Stored data entries:
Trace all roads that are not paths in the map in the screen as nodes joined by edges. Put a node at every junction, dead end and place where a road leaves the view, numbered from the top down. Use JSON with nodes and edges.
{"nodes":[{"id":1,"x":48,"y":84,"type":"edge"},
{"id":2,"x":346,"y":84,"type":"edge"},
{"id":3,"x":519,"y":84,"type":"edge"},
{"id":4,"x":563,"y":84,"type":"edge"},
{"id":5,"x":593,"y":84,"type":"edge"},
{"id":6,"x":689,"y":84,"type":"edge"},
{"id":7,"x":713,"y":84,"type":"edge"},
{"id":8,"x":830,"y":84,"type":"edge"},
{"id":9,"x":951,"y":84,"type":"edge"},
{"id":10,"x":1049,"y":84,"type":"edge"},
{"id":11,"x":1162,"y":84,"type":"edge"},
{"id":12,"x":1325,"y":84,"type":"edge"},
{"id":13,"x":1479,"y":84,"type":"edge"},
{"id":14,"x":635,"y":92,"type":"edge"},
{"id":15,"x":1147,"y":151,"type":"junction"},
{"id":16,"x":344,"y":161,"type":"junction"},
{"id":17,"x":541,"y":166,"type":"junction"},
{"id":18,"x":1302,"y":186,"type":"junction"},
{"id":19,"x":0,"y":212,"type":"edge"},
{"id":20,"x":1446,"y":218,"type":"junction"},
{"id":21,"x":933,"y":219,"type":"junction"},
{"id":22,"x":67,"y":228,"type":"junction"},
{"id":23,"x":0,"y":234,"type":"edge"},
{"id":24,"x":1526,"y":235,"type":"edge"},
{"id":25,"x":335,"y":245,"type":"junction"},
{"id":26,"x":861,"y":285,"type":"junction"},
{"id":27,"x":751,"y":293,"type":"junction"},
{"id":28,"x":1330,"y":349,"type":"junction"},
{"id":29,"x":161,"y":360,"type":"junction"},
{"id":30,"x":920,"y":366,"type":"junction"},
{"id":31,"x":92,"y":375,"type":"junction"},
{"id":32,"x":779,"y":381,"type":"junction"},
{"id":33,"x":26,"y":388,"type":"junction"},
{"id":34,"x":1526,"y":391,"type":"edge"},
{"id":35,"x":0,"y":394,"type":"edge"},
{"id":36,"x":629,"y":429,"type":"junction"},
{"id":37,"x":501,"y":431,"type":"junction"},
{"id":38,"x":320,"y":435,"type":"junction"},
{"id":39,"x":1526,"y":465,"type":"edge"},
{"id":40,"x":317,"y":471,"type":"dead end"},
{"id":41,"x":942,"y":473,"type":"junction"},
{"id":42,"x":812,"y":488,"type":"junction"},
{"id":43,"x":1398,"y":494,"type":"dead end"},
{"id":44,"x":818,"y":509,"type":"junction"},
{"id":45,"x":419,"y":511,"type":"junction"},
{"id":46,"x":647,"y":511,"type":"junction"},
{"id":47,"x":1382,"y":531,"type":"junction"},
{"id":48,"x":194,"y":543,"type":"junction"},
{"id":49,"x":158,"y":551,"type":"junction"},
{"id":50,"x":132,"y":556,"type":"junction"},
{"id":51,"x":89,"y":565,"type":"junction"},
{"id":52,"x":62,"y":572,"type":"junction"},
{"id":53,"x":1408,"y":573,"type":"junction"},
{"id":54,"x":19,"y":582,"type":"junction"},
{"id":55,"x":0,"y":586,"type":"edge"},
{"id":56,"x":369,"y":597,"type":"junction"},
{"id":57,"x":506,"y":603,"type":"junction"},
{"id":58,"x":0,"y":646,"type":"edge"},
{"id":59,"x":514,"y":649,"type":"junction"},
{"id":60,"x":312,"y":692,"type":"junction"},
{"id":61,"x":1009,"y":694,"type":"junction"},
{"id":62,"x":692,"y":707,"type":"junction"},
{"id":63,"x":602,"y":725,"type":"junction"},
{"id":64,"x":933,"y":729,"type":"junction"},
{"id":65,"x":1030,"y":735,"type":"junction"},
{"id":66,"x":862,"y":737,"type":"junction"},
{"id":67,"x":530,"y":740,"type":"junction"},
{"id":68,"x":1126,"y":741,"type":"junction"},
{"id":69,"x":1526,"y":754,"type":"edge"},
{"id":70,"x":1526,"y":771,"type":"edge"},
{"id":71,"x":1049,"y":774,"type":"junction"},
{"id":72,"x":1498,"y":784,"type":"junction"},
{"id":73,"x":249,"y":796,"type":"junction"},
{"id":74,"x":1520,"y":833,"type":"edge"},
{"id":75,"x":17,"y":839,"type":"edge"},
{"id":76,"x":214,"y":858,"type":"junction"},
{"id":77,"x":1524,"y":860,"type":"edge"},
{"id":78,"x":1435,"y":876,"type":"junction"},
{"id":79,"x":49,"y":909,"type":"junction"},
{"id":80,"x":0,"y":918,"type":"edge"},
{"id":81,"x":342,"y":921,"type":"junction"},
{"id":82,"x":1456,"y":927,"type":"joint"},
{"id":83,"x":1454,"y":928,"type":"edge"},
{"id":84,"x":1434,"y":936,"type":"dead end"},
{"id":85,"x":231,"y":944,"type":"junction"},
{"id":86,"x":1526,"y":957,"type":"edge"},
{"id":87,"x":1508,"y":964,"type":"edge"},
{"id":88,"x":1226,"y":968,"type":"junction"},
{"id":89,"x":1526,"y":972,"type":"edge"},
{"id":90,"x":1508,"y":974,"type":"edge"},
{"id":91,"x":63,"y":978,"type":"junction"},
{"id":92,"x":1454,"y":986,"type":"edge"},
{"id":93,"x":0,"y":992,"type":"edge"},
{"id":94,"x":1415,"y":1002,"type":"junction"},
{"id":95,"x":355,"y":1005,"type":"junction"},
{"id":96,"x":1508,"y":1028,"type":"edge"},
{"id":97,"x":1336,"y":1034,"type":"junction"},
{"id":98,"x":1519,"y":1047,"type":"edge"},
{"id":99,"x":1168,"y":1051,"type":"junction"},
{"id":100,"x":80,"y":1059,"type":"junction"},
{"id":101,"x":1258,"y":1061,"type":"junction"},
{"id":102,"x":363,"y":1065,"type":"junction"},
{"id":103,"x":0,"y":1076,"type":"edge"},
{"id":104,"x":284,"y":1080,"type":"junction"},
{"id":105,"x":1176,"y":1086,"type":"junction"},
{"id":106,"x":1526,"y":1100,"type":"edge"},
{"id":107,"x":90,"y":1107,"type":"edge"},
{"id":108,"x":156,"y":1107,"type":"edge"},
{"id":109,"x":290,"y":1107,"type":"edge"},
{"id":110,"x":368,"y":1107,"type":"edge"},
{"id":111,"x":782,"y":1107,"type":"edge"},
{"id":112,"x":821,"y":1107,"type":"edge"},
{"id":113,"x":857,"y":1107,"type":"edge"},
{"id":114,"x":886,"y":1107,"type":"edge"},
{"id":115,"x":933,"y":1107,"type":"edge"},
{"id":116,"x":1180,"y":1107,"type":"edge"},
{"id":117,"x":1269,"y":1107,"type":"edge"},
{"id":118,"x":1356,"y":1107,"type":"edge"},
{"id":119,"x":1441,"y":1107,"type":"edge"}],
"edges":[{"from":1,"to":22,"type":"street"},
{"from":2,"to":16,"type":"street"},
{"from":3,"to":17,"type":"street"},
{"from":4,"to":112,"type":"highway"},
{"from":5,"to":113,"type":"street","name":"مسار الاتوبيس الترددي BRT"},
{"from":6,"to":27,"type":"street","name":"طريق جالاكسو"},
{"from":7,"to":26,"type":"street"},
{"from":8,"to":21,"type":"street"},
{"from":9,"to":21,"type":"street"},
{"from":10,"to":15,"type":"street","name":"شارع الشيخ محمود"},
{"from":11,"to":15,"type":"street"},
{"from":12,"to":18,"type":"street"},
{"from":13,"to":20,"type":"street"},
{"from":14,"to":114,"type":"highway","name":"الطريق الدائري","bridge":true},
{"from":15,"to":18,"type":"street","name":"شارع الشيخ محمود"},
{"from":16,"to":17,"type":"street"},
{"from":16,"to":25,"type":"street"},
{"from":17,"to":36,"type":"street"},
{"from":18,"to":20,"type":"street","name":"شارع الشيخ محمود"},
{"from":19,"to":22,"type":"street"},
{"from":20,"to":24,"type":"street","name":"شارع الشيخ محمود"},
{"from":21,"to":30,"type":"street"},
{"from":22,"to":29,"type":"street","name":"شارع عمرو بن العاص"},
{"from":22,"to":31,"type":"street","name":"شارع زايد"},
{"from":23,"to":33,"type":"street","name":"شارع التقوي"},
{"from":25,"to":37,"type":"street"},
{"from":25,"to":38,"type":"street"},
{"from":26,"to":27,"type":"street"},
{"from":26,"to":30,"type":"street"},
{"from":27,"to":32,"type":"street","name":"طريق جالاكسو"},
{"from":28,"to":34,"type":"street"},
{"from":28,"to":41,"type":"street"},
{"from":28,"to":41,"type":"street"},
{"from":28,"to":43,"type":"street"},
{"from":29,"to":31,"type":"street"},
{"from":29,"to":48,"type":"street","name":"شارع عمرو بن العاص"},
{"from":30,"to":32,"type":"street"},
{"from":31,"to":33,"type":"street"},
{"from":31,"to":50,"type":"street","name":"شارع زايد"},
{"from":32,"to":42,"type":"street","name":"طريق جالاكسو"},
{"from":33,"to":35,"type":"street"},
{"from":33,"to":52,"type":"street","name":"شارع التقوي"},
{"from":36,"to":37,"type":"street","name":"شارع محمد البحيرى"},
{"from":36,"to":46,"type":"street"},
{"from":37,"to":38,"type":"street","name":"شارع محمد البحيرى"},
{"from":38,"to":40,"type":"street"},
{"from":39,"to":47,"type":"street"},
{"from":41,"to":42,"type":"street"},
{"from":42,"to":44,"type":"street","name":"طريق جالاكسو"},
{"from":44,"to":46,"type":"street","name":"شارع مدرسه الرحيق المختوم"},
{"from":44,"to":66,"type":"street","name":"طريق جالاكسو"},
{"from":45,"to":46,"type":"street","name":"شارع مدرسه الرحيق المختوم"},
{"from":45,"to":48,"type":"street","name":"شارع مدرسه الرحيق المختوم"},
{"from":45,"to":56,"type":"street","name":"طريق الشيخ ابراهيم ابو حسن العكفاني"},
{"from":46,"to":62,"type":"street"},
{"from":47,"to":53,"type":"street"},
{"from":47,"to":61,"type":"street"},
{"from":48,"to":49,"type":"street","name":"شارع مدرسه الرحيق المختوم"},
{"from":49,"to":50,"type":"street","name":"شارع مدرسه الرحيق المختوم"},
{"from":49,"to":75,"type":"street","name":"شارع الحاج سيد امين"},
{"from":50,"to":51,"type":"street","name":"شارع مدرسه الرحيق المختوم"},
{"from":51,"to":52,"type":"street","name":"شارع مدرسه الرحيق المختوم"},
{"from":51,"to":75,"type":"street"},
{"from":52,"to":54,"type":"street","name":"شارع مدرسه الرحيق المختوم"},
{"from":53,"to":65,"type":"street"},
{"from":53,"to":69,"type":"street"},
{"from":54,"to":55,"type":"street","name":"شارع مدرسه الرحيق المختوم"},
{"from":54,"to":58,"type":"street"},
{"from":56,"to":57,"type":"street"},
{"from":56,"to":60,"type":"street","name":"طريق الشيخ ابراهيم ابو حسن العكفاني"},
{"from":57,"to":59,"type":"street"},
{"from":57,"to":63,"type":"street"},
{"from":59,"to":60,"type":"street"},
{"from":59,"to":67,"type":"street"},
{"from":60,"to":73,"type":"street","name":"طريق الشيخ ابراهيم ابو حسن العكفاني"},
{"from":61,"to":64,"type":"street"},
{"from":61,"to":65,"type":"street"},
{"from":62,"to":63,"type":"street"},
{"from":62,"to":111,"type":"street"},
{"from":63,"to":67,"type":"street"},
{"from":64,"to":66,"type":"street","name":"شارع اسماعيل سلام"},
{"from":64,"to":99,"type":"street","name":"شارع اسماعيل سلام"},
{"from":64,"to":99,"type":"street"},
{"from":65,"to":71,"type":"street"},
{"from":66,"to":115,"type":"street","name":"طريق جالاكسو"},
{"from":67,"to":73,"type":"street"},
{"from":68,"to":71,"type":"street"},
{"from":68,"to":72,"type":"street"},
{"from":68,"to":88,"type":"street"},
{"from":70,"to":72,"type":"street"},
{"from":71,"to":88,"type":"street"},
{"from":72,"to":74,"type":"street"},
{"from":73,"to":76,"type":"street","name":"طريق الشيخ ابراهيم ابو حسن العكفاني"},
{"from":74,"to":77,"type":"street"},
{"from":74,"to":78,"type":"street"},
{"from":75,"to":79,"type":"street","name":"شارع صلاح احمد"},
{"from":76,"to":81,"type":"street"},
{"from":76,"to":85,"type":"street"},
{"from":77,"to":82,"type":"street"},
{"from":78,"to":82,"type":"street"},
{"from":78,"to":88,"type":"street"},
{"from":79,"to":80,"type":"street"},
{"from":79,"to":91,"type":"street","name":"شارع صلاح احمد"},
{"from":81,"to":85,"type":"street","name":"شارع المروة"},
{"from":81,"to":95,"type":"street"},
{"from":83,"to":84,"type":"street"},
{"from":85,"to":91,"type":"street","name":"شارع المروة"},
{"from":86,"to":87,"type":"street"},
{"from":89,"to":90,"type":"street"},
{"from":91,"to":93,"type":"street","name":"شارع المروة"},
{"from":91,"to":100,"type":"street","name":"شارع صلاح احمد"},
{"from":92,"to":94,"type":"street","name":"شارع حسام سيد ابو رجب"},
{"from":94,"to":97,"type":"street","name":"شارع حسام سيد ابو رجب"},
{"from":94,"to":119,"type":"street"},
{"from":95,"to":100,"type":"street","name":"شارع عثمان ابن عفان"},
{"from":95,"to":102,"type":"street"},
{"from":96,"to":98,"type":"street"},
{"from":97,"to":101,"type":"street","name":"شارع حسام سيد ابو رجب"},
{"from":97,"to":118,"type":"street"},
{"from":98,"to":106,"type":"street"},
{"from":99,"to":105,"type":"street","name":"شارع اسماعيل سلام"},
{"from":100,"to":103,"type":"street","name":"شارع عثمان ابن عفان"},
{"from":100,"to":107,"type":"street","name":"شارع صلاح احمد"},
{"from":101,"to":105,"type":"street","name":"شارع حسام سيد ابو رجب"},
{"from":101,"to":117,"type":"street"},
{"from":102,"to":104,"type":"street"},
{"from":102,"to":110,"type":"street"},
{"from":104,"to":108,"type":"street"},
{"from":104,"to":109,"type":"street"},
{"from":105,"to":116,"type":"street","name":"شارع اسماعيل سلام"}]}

__EXERCISE__
Write only the number of lines in the data where the string "highway" can be found.

__ANSWER TO THIS TASK__
2